The above processing resulted in 132 image features for each mammogram. Note that the mammogram for the left breast was flipped horizontally before processing to map the axillar and medial regions onto those for the right breast, and to give the appropriate orientations for the textural features.

4.2. Mammogram Feature Preprocessing

The extracted image features constitute an input feature vector that can be presented to SONNET's input field. However, each dimension of the input feature vector must be normalized so that each feature varies over the same range. This prevents individual dimensions from dominating the input feature space. For example, suppose dimension X ranged from 0 to 255 and dimension Y ranged from 0 to 1, then without normalization X would dominate Y in the input vector so that Y would effectively be negligible. Furthermore, the normalization improves the discrimination between input cases. In the above example, without normalization each input case would typically be represented by a vector where X is two orders of magnitude greater than Y. Consequently, the input cases would appear more similar to each other than if each input dimension was normalized.

The mammogram features were linearly scaled to range from 0 to 1 by analyzing the mammogram set for each input dimension independently. For a single input dimension, the minimum and maximum values across the mammogram set were discovered and these were used to normalize each input case.

4.3. Mammogram Feature Selection

The 132 features extracted from each of the 450 mammograms were analyzed to produce a minimal set of features which best characterized the mammograms. The procedure for this was as follows:(i)calculate the correlation between each pair of features across the set of mammograms,(ii)identify the most correlated pair of features; features X and Y,(iii)omit feature X if it has the least deviation across the set of mammograms, else omit feature Y,(iv) repeat from step 2 whilst the highest correlation is above a prescribed threshold.

This procedure produced the correlations shown in Figure 7. It can be seen from the maximum correlations that many of the features were highly correlated. These correlations corresponded to the same type of textural features taken from the same mammogram regions, but where the features pertained to different textural orientations. For example, the entropies in the retroareolar region at 45 degrees and 135 degrees were highly correlated. The maximum correlation between nontextural features was 0.87.

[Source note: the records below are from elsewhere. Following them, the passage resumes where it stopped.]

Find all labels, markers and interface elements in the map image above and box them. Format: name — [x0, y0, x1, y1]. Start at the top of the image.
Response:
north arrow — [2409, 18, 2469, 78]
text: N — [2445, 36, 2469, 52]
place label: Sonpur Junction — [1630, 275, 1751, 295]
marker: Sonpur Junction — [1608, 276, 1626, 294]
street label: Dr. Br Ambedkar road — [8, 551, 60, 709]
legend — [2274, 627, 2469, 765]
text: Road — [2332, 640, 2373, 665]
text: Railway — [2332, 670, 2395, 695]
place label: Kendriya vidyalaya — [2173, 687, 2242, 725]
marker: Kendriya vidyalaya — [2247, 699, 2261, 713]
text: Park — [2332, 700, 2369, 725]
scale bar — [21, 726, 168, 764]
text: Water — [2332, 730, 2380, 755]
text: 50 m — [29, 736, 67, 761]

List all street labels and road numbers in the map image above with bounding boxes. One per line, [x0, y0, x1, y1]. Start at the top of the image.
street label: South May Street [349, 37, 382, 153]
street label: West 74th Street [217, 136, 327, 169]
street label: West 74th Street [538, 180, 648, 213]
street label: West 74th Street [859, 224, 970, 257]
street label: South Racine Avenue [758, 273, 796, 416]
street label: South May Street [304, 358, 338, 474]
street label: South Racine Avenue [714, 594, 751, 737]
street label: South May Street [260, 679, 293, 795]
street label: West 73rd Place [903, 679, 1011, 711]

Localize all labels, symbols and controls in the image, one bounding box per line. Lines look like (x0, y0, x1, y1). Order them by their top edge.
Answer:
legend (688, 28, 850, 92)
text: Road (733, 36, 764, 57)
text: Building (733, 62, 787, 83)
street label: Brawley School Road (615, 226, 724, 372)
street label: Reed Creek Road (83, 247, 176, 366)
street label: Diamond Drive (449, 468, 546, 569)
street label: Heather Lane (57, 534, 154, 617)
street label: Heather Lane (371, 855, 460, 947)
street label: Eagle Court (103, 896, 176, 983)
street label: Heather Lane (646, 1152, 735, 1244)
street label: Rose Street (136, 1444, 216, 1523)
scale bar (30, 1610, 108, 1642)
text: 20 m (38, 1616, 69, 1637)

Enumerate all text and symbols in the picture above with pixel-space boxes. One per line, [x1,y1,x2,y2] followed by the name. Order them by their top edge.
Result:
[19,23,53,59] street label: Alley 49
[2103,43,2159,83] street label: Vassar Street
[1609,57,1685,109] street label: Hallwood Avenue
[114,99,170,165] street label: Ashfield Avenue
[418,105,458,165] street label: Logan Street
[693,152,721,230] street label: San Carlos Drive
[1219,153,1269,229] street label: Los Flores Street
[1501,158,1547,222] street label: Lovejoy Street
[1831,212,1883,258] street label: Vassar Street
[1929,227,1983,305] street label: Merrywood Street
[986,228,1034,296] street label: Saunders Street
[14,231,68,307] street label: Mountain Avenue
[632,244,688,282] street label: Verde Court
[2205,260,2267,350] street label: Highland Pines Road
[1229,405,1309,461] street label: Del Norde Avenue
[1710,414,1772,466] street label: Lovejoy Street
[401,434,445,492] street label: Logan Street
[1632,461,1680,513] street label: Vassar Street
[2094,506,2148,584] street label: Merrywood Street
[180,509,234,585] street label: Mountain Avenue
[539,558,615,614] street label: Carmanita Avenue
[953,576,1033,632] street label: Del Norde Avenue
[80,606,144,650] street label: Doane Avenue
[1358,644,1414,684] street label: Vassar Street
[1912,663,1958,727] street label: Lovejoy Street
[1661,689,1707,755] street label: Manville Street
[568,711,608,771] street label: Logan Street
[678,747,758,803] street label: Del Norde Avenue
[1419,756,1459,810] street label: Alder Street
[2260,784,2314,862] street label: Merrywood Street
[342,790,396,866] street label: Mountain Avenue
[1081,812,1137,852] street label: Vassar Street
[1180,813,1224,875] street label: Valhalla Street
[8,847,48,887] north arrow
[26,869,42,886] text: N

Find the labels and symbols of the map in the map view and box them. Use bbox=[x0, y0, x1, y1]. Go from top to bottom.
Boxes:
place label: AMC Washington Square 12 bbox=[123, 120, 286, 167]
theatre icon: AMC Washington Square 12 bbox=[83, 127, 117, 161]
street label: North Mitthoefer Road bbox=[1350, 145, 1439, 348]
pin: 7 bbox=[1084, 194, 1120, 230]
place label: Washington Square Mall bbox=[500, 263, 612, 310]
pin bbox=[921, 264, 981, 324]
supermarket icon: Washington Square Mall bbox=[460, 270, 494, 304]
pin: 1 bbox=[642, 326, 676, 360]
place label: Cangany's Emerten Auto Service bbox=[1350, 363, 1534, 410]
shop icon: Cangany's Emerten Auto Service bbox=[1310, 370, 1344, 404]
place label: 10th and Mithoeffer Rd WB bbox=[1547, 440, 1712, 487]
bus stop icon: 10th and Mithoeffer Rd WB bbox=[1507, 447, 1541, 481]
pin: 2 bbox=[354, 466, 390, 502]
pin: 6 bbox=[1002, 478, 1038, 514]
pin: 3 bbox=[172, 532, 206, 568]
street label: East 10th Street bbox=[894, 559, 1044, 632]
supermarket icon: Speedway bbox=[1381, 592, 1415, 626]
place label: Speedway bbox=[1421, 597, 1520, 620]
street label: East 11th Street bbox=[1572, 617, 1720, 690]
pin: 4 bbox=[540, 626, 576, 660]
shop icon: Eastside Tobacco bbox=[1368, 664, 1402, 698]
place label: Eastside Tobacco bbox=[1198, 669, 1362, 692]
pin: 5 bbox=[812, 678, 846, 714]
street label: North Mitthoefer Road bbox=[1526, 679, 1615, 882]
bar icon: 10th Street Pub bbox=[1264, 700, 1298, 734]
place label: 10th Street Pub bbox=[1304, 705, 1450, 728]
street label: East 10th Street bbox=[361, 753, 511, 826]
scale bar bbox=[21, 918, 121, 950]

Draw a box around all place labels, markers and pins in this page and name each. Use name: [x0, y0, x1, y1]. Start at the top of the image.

The figure shows that the omission of highly correlated features tended to reduce the average correlation between features after an initial increase in this average. The discrimination between mammograms improves as the average correlation between the features is minimized. However, as the average correlation tends to continually decrease a correlation threshold must be set to terminate feature omission. This threshold was set by considering the distance between mammograms in feature space.

Section 4.1 explained that each feature was scaled to range from 0 to 1, hence the maximum distance between two mammograms in feature space was the square root of the number of features used. For example, the maximum distance for the original 132 features was 11.5. Therefore, for a given number of features, the distance between mammograms can be calculated and then normalized by the maximum potential distance.

Figure 8 displays the variation in the average normalized distance between mammograms as highly correlated features were omitted. Similarly, Figure 9 displays the variation in the maximum normalized distance between mammograms. The normalized distance between mammograms should be maximized to improve the discrimination between mammograms. The figures show that the normalized distances increase slightly as more features were omitted. However, excessively omitting features would restrict the information captured from the mammograms. Consequently, a correlation threshold of 0.98 was set to terminate feature omission. This caused 79 features to be omitted which approximately corresponds to local maxima in Figures 8 and 9.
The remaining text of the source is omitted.